- [EXERCISE AIM]:
Set out exactly, line by line, the stretch of data below that begins at the line containing "Dump the readable content of the" and ends at the line containing "Task: Dump the", with both ends kept.

***** INPUT

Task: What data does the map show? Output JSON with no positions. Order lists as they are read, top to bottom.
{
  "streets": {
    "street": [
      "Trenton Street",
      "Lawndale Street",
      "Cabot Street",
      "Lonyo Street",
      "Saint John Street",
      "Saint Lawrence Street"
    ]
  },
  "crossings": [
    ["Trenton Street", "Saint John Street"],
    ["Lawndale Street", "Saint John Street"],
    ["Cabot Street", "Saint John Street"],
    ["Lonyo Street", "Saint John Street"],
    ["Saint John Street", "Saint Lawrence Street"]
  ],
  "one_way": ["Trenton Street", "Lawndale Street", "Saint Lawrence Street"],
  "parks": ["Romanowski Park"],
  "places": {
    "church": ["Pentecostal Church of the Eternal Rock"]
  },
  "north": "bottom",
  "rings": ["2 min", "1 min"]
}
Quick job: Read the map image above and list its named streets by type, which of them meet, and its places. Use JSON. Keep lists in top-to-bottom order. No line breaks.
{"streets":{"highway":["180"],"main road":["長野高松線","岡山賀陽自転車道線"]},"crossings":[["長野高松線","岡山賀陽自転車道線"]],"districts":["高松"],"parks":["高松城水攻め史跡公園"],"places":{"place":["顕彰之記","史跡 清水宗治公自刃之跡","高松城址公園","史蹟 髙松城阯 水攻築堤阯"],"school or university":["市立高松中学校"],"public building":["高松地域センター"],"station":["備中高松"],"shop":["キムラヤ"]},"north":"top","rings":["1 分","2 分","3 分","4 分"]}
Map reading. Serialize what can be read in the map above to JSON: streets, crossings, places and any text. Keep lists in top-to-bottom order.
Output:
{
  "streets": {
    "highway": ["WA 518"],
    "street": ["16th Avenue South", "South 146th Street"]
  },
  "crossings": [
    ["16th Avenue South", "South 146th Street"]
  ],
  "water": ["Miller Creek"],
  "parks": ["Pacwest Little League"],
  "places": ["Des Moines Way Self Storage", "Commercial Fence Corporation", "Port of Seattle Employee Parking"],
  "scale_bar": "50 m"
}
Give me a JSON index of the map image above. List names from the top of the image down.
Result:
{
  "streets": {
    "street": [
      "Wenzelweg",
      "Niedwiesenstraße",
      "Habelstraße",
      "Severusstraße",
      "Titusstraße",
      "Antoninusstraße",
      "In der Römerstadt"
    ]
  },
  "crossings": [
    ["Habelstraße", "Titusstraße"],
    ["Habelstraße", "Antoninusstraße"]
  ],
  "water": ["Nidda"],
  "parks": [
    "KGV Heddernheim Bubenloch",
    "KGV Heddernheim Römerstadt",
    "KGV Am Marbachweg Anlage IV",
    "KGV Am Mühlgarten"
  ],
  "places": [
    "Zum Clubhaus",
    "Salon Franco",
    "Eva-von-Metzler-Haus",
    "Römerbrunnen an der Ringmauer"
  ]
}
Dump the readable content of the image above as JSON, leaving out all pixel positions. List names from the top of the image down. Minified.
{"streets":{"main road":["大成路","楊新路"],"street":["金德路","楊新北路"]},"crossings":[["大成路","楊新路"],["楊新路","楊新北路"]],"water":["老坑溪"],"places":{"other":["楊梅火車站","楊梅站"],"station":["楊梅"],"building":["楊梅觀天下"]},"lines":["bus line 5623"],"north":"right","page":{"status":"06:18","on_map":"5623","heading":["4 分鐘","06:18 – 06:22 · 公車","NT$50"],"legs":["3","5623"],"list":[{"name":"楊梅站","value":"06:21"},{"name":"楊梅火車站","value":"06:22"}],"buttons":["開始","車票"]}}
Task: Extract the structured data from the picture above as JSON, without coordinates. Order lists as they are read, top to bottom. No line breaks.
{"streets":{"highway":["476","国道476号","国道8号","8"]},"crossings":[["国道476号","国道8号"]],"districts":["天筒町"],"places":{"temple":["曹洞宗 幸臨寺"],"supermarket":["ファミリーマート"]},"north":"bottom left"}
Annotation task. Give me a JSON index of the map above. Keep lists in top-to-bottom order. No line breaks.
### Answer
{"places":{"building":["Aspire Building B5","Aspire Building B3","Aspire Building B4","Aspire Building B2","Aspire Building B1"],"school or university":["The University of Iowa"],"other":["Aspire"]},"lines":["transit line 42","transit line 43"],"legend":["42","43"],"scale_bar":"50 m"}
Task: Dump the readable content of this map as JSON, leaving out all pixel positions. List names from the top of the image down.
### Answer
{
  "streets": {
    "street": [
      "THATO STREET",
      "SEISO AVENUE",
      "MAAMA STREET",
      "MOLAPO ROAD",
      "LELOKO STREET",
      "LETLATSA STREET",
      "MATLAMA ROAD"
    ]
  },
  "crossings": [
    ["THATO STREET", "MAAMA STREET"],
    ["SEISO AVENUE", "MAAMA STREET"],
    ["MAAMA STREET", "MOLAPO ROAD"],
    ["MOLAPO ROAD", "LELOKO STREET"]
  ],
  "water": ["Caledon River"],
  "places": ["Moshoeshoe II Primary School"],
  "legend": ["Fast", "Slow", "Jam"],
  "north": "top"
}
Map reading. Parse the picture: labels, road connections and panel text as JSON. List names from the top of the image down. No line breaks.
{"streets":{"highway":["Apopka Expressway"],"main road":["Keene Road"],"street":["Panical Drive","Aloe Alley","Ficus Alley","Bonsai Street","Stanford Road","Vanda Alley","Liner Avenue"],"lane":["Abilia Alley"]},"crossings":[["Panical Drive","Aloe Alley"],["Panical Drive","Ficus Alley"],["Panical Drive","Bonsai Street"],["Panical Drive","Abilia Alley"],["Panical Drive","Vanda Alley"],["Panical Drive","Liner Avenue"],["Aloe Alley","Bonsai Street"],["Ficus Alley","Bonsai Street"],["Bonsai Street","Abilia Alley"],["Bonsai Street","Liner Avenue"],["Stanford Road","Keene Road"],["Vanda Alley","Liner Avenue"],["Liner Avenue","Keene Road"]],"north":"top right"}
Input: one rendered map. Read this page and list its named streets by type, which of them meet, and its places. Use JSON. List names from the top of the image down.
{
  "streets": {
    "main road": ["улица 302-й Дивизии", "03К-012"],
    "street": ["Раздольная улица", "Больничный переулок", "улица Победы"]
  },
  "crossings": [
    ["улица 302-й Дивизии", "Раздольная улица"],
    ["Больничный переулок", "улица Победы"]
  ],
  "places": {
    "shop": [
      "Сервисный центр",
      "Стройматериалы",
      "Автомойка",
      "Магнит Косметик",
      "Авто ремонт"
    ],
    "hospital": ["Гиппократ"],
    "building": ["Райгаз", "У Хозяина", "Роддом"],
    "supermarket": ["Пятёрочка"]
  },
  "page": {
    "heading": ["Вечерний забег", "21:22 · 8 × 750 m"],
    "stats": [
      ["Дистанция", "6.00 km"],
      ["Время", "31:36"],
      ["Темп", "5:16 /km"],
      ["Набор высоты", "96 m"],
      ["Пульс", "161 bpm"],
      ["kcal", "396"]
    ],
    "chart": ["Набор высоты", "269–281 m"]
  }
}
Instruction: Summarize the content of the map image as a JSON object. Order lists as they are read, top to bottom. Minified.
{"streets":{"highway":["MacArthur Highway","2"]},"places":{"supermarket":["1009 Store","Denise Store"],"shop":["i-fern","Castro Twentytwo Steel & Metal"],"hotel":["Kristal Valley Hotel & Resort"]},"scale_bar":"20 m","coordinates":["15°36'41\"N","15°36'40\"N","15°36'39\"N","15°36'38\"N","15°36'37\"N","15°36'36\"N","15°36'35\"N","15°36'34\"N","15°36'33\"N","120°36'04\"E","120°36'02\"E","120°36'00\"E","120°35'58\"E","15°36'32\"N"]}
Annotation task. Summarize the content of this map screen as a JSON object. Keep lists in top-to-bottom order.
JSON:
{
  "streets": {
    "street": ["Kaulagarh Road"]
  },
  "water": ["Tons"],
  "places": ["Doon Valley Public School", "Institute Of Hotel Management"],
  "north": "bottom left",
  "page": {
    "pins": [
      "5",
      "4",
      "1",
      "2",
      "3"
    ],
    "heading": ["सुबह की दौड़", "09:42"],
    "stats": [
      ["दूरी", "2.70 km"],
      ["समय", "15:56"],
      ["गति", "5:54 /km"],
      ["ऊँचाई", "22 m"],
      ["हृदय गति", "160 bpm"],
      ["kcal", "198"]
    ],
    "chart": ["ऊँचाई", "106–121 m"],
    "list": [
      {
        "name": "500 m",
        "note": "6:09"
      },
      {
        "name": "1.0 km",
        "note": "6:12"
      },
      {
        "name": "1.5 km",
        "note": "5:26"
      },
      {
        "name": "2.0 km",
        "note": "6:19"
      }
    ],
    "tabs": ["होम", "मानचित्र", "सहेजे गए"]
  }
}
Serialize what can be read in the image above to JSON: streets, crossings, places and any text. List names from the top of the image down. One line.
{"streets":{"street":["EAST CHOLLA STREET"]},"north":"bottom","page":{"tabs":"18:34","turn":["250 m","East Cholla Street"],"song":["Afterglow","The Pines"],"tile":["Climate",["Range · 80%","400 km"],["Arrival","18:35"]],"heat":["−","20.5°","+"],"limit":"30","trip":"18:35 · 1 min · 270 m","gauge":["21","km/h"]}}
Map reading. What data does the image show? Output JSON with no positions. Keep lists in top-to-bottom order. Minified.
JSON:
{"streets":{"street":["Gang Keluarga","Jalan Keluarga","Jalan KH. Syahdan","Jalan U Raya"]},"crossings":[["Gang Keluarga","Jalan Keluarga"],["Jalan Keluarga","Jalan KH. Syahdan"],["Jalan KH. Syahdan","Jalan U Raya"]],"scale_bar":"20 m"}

**********

- [RESULT OF THE TASK]:
Dump the readable content of the image above as JSON, leaving out all pixel positions. List names from the top of the image down. Minified.
{"streets":{"main road":["大成路","楊新路"],"street":["金德路","楊新北路"]},"crossings":[["大成路","楊新路"],["楊新路","楊新北路"]],"water":["老坑溪"],"places":{"other":["楊梅火車站","楊梅站"],"station":["楊梅"],"building":["楊梅觀天下"]},"lines":["bus line 5623"],"north":"right","page":{"status":"06:18","on_map":"5623","heading":["4 分鐘","06:18 – 06:22 · 公車","NT$50"],"legs":["3","5623"],"list":[{"name":"楊梅站","value":"06:21"},{"name":"楊梅火車站","value":"06:22"}],"buttons":["開始","車票"]}}
Task: Extract the structured data from the picture above as JSON, without coordinates. Order lists as they are read, top to bottom. No line breaks.
{"streets":{"highway":["476","国道476号","国道8号","8"]},"crossings":[["国道476号","国道8号"]],"districts":["天筒町"],"places":{"temple":["曹洞宗 幸臨寺"],"supermarket":["ファミリーマート"]},"north":"bottom left"}
Annotation task. Give me a JSON index of the map above. Keep lists in top-to-bottom order. No line breaks.
### Answer
{"places":{"building":["Aspire Building B5","Aspire Building B3","Aspire Building B4","Aspire Building B2","Aspire Building B1"],"school or university":["The University of Iowa"],"other":["Aspire"]},"lines":["transit line 42","transit line 43"],"legend":["42","43"],"scale_bar":"50 m"}
Task: Dump the readable content of this map as JSON, leaving out all pixel positions. List names from the top of the image down.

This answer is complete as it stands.